En zie - als een vlucht witte duiven, die langzaam nederzeilen in eene vesting vol krijgsgeroep, zoo verschijnen Pudentiana en hare genooten in 't luidruchtige Coliseum. Daar komt stemming tusschen de woelige rijen en vele gestalten buigen neer over de borst-weringen. Rustig schrijden ze voort, hand in hand, in slepende gewaden, blanker dan de bloesemtrossen van amandelen in Caesars tuinen. De aan Vesta gewijden slaan snel de oogen neer en staren als in diep gepeins voor zich uit, wanneer de Christus-bruiden haar voorbijtrekken met hoog-geheven voorhoofd: zoo duiken de sterren bij het òpvaren der zon. In het midden der arena staan ze stil.
En al wederom spreekt men haar van de enkele wierookkorrelen, te werpen op Diana's brandenden drievoet,.... van de machtige, wereld-richtende goden, hóóg te vereeren boven den dwaas beminden, aan 't kruis geslagen Galileeër,.... van het weelderig bloeiende leven, dat gaat sterven in smadelijken dood.... En wederom schudden zij de lange, losse lokken. Maar als koud-kalm het vonnis wordt uitgesproken ‘Voor de leeuwen!’ tintelt haar geestdrift uit in oogen-gloed en wangen-blos, en glimlachend in hare zielsverrassing zeggen zij allen: ‘O gaarne willen wij voor den lieven Bruidegom sterven!’ Na deze woorden van blij-ernstig belijden, kruisen zij de slanke armen over de rustige borst en zien omhoog naar den hemel, blauw als haar oogen, zuiver als hare zielen. En van hare lippen gaat afstroom en een lied, dat zilverig opklinkt tusschen de massieve muren, als tusschen de Alpen wanden het klingelen van bellen, die bengelen aan de halzen der blanke lammeren in 't dal.
Zij hooren niet het ontgrendelen van ijzer over ijzer, en niet de stemmen van hen, die de leeuwen doen opschrikken met geweldigen sprong. Zij zien niet heur koninklijke lijfwacht, als rondom haar de gebieders van woestijnen en wouden zich neerleggen, den reuzigen kop op de vast-gewortelde vóórklauwen, aandachtigluisterend met toegesloten oogen. Want in het plechtig rijzend lied wiekt daar heen haar kuische liefdeklacht naar den onzichtbaren Bruidegom, dien zij wachtend weten met ringen van eeuwige trouw....

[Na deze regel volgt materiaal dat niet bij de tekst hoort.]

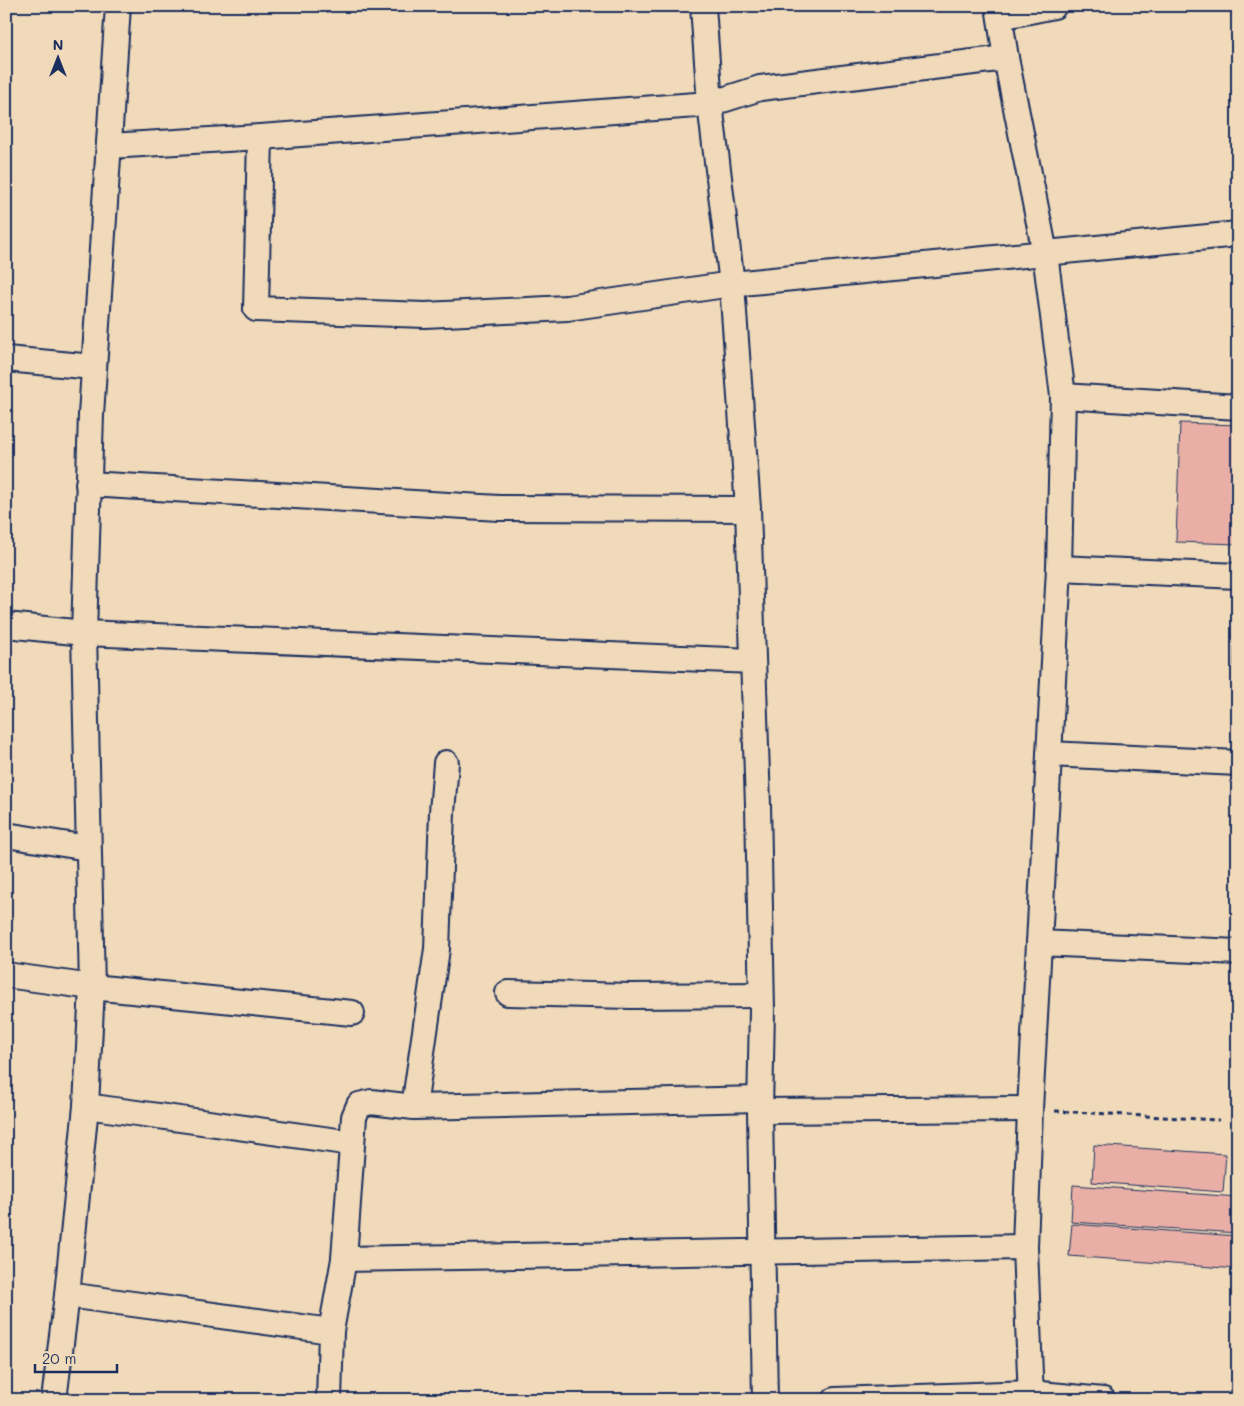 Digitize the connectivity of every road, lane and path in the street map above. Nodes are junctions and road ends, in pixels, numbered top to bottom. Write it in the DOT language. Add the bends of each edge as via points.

Een mompelen van wild-wreed verwachten gromt òm door den circus, als een lictor toetreedt met een trillend-wit gegloeide speer. Dof ploft ze in de zijde van den leeuw, die Pudentiana's heiligheid vereerend, aan hare voeten ligt neergestrekt in majestueuze rust. In woeste woede òpheffend den ontzàg-wekkenden kop met vuur-spattende oogen, snerpt hij uit een vlijmenden wraakkreet, die versterft in uitgehijgd, heesch gehuil. En Pudentiana, ontwakend uit haar zieledroom, slaat de groote, heldere oogen naar beneden, en woelt koozend met de kleine, fijne hand in z'n glanzende manen-weelde, - en haar ter wille vergeeft en vergeet hij, vorstelijkgrootmoedig. Even speelt een zoete lach om hare lippen, dan stuwt ze haar stem weer in het heilige koor harer zusteren. ‘Onze Beminde is blank en rood, uit duizenden is Hij verkoren!’ ‘Van allerzuiverst goud is Zijn gelaat; Zijn lokken zijn als kronen van palmen en zwart als raven. ‘Zijne oogen zijn als duivekens langs waterbeekjes, die in melk zijn gewasschen en wonen aan zèèr-volle stroomen.... ‘Zijn lippen zijn lelie-bladeren, die keur van myrrhe laten afdroppelen. ‘Als van goud zijn Zijne handen gevormd, vol hyacinthen’...Ga naar voetnoot1) Haast in eerbiedige aandacht schouwen de heidenen toe, en de huivering van het geheimnisvolle doorrilt hun leden. Is dan de God der Christenen zóó machtig, dat Hij zachtmoedigheid wekt onder de leeuwen en heldenmoed in maagden?...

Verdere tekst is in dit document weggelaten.